CHICAGO -- Luke Little heard a few gasps in the gym around the portable mound he was on, but the left-hander was not done working through his bullpen session. He figured he did something right -- probably even hit triple digits -- but the specifics would have to wait.

"I didn't know what I did," Little said. "I finished my bullpen and found out what I had hit."

105 mph.

Video of that practice fastball at the Showcase Baseball Academy was posted on Twitter by Jake Robbins (a coach and former Cleveland pitcher) on May 8. The likes and retweets and reactions began pouring in. Little replied to the post with a photo of himself holding up the baseball with "5 oz" written on it, along with a smiley face, in case anyone doubted the sphere's weight.

Between that initial post and Little tweeting it on his own page -- with the comment "Another PR #nofluke" -- the video has racked up nearly 1 million views to date. Little was already on scouts' radar, but now he was on the baseball world's radar. That made him an interesting prospect as the days ticked down to the MLB Draft.

"I think the upside is obvious," Cubs vice president of scouting Dan Kantrovitz said. "It's been well documented he's been up to 105 recently, which is not something that you see every day."

And it was not something that happened overnight for the 6-foot-8 Little, who was selected by the Cubs in the fourth round last week.

What happened in that viral video was not a fluke but the result of years of work and growth. As a freshman and sophomore at East Mecklenburg High School in North Carolina, Little threw a fastball that was still in the 70s on the radar gun. He was still growing, adding strength and working with instructors -- most recently Pat Robles, who is currently a Phillies Minor League coach -- on body movements, mechanics and velocity training.

"It was just years and years of changes," Little said. "It's come a long way, and I appreciate everyone that's helped me get here."

Little knows the work is just getting started with the Cubs, too.

"He's going to be somebody that we're going to, I think, really just leverage the resources and instructors and technology in our player development operation," Kantrovitz said. "Whether that's in pitch design, whether that's in refining his mechanics or getting consistency in release point, he definitely has some work to do."

That makes it clear that the 19-year-old is kind of a project, but one with tremendous potential.

Little has already had a taste of what's in store with the Cubs, dating back to their Zoom call prior to the Draft. Staffers from player development and research and development participated, and the group broke down specific moments on video. Little shared his thought process, and the Cubs' group offered feedback.

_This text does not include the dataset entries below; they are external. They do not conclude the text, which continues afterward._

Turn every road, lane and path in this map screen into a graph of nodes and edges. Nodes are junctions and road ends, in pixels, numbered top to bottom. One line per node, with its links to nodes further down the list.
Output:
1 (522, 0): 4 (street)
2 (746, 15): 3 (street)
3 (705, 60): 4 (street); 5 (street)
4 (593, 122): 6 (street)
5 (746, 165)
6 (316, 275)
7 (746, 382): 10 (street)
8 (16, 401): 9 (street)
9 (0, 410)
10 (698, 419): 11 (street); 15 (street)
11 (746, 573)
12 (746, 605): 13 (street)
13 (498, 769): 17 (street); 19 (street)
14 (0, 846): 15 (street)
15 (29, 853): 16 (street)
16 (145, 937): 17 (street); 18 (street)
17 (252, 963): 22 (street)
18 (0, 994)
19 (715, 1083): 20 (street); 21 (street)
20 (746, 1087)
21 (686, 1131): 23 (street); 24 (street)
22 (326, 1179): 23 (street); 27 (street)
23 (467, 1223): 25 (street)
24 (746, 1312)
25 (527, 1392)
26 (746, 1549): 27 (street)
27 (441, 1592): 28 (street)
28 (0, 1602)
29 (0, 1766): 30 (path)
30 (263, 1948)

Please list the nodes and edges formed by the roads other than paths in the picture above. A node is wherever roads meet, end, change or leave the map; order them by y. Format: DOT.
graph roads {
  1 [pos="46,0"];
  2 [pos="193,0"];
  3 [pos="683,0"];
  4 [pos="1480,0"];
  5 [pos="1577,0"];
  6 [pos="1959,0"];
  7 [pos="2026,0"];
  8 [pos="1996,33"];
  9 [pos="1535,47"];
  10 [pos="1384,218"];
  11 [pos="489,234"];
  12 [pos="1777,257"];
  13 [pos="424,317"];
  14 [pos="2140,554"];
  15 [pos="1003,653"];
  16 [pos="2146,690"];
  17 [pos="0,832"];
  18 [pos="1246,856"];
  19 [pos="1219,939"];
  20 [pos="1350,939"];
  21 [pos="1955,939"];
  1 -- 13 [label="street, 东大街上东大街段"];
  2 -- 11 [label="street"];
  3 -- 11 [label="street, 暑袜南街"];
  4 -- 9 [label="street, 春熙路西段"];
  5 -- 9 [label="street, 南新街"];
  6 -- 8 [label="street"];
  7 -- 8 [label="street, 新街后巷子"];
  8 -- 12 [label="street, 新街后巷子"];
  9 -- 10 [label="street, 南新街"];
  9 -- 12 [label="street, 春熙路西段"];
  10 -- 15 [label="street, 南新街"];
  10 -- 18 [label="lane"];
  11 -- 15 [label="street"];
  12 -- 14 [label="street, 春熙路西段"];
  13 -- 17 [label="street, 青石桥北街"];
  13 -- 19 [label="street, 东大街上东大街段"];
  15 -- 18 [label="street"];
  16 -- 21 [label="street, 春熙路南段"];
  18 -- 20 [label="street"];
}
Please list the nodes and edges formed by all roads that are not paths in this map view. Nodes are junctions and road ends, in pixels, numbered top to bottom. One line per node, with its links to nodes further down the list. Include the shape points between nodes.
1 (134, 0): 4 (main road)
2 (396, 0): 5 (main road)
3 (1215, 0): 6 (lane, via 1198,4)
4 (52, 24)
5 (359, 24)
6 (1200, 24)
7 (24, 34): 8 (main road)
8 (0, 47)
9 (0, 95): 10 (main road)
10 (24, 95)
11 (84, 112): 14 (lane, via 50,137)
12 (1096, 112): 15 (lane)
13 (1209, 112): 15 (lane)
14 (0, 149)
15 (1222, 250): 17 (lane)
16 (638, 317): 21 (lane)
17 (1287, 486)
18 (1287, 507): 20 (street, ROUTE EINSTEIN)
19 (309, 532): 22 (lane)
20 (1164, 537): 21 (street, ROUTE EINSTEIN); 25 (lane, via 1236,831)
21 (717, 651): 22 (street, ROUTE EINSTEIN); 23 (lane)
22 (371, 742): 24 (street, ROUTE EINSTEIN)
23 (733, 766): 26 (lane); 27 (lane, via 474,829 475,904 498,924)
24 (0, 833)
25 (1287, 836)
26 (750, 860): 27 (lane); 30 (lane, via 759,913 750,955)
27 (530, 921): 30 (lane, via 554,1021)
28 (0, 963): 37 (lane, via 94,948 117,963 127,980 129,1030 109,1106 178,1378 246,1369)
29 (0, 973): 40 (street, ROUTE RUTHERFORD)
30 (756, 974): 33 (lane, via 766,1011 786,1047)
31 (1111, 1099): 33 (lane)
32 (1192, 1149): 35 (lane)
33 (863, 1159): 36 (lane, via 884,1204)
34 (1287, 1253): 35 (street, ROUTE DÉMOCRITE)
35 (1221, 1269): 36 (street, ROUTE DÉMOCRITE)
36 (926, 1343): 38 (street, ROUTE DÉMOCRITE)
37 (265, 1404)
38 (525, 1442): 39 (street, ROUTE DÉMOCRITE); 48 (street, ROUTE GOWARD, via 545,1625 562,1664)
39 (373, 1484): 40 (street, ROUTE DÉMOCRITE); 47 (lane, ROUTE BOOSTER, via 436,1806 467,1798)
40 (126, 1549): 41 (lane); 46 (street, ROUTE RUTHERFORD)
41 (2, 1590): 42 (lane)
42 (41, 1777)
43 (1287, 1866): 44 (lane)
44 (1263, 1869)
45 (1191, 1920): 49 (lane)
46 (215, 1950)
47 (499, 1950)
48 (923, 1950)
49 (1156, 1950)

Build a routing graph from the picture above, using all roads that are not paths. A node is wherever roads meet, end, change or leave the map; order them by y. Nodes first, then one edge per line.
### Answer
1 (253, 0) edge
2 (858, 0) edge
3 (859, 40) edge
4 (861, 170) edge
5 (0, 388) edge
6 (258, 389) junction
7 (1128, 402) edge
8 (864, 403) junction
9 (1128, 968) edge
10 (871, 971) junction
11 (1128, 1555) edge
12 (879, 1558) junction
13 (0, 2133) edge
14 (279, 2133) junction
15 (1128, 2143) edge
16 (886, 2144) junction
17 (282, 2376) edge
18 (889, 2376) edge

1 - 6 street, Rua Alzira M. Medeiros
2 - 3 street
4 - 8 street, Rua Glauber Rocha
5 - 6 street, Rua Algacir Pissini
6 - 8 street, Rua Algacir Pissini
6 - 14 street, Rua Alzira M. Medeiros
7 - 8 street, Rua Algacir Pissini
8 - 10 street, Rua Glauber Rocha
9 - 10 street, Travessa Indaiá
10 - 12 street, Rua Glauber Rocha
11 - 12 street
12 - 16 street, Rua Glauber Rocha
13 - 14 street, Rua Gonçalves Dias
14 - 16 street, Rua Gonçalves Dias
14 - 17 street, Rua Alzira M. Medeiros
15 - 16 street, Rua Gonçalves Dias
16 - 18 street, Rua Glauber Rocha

"We actually went through a whole process," Little said. "They kind of wanted me to analyze some at-bats and kind of like let them know what was going on through the at-bats and what I was thinking through what was going through my head. It was very impressive.

"They like to use a lot of software, which will help me develop a lot. I think I have a really good chance at developing into a pretty good starter or reliever, however they want to use me. ... I'm so excited for it. It's going to be a lot of help with helping develop me as a pitcher. All the data's going to help so much with it. It's going to be astronomically better than college."

During Little's abbreviated 2020 season at San Jacinto College, his fastball was in the 97-98 mph range during his relief outings. He would couple that with a slider, and mix in a developing changeup and curveball when used as a starter. In two years in JUCO ball, Little piled up 86 strikeouts in 44 1/3 innings.

The Cubs were one of the teams on his radar going into the Draft, but that did not lessen the excitement when the call came.

"It was exhilarating," he said.

Kind of like a 105-mph fastball.

Little was asked if he has a message for anyone who claims that now-famous heater was a fluke or the result of a wonky radar gun reading.

"I mean, no one will ever know," he said. "Innocent until proven guilty."